## LISTED RECORDS
========================================================================
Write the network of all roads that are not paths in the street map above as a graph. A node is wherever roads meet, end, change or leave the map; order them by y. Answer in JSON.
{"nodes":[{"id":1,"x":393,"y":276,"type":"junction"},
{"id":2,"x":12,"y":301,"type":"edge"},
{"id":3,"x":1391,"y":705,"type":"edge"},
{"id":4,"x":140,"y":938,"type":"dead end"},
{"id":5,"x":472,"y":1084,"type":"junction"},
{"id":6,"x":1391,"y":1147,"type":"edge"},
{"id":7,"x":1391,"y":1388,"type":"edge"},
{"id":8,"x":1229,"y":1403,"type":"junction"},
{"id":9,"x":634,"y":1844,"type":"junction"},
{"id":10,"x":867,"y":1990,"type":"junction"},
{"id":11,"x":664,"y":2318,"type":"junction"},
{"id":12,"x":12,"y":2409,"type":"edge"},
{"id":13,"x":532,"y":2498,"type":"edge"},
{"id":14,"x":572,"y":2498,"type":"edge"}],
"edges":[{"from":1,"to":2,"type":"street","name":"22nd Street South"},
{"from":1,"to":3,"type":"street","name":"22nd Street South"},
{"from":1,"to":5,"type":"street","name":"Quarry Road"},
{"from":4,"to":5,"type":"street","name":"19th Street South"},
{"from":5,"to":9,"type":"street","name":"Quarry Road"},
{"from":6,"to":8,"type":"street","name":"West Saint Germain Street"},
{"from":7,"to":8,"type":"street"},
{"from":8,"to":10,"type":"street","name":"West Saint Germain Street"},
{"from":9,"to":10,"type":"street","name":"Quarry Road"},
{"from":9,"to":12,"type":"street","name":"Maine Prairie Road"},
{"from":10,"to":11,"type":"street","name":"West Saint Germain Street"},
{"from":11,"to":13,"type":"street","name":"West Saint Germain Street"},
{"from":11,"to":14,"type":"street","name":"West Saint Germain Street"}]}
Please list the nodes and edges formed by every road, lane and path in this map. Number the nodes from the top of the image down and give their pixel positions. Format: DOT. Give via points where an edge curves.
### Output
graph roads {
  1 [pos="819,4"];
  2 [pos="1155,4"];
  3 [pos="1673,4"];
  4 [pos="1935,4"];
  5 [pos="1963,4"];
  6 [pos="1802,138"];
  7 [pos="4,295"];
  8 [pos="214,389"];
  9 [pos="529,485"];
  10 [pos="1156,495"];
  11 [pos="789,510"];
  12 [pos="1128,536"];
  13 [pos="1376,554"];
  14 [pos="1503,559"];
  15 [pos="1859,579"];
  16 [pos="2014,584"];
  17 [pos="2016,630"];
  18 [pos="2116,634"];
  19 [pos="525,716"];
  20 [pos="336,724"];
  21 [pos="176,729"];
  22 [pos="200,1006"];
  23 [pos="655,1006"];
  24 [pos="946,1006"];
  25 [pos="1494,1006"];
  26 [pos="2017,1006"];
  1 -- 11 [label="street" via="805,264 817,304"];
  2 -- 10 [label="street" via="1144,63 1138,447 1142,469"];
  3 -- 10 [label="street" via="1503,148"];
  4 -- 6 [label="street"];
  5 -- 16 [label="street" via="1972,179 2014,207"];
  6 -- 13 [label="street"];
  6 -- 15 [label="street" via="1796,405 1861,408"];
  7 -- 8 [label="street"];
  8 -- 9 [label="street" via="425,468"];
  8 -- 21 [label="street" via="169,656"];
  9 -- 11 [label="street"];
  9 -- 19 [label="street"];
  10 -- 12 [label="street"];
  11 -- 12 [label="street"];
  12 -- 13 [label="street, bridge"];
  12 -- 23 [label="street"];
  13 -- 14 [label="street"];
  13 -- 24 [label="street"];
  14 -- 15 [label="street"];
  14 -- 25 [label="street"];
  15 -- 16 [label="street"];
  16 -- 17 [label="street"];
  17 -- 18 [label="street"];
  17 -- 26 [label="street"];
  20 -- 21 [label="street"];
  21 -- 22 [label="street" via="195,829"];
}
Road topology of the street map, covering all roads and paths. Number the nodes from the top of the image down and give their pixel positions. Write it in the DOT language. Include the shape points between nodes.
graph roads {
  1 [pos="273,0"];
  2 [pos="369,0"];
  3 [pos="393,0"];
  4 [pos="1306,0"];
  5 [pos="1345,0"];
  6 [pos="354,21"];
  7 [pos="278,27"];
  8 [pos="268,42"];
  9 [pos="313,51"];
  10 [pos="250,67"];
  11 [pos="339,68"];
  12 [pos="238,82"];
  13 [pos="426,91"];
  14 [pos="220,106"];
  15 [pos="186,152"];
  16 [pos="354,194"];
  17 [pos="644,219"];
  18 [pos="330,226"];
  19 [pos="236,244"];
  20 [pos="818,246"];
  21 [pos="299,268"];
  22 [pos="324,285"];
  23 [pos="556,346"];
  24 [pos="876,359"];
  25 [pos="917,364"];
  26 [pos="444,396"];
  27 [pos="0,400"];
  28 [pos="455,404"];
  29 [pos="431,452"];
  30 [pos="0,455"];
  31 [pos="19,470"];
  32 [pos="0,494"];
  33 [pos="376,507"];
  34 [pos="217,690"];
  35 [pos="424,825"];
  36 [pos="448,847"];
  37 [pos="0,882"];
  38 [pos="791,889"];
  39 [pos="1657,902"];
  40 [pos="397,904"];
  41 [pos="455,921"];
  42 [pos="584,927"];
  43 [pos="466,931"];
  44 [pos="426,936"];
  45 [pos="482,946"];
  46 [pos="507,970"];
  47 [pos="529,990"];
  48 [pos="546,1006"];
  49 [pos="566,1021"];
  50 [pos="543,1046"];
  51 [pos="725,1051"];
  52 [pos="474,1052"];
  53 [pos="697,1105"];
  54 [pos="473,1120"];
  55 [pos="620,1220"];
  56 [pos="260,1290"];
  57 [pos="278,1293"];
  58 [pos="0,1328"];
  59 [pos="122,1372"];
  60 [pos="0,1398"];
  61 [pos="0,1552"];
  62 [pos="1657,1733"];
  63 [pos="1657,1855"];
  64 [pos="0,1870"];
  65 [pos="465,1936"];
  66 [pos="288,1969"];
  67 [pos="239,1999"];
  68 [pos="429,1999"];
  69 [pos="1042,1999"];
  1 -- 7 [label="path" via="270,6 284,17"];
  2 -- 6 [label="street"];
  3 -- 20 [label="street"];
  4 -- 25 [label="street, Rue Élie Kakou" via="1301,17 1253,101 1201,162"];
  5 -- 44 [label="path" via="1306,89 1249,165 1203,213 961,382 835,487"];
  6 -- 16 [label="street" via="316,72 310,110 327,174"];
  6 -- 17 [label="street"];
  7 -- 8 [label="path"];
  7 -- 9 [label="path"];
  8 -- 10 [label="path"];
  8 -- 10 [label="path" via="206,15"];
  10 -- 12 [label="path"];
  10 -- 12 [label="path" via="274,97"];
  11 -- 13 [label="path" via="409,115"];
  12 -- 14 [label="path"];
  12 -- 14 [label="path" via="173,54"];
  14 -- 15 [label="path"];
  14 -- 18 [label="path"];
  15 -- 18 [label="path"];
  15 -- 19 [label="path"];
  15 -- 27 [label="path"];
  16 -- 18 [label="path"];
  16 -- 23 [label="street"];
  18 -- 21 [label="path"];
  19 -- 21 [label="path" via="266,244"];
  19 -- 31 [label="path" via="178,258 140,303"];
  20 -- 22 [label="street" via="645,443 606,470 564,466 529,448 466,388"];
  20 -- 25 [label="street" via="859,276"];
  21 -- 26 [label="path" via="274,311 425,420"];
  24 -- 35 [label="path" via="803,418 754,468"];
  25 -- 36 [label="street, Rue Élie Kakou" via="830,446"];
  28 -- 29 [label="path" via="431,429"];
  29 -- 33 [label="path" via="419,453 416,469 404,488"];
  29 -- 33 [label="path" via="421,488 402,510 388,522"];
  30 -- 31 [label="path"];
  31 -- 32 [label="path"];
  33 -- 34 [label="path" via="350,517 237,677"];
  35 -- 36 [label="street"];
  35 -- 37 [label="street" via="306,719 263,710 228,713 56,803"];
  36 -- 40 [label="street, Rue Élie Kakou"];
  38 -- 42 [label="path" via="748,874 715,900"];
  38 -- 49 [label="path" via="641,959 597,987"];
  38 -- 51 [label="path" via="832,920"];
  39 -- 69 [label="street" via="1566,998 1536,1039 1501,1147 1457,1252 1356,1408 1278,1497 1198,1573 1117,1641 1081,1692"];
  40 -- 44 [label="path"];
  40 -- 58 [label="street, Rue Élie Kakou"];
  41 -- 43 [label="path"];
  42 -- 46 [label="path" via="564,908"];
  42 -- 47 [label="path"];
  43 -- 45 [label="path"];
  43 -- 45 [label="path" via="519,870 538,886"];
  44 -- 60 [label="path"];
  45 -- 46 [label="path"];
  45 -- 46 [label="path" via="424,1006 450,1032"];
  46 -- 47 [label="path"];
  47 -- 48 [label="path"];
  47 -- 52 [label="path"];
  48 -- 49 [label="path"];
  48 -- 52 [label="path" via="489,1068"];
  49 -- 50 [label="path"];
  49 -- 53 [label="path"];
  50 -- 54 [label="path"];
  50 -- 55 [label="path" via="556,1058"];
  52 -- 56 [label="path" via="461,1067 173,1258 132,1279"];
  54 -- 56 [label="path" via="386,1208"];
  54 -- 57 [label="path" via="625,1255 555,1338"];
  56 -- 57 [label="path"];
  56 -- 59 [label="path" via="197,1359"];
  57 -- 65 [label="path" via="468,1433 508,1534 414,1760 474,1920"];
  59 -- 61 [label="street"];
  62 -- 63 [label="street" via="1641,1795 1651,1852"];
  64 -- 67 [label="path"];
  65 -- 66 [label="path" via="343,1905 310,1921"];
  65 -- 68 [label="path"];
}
========================================================================
## WHAT YOU HAVE TO DO
Taking the listing as a whole, count how many of its lines contain the word "Write", and reply with that count alone.

## TASK RESPONSE
2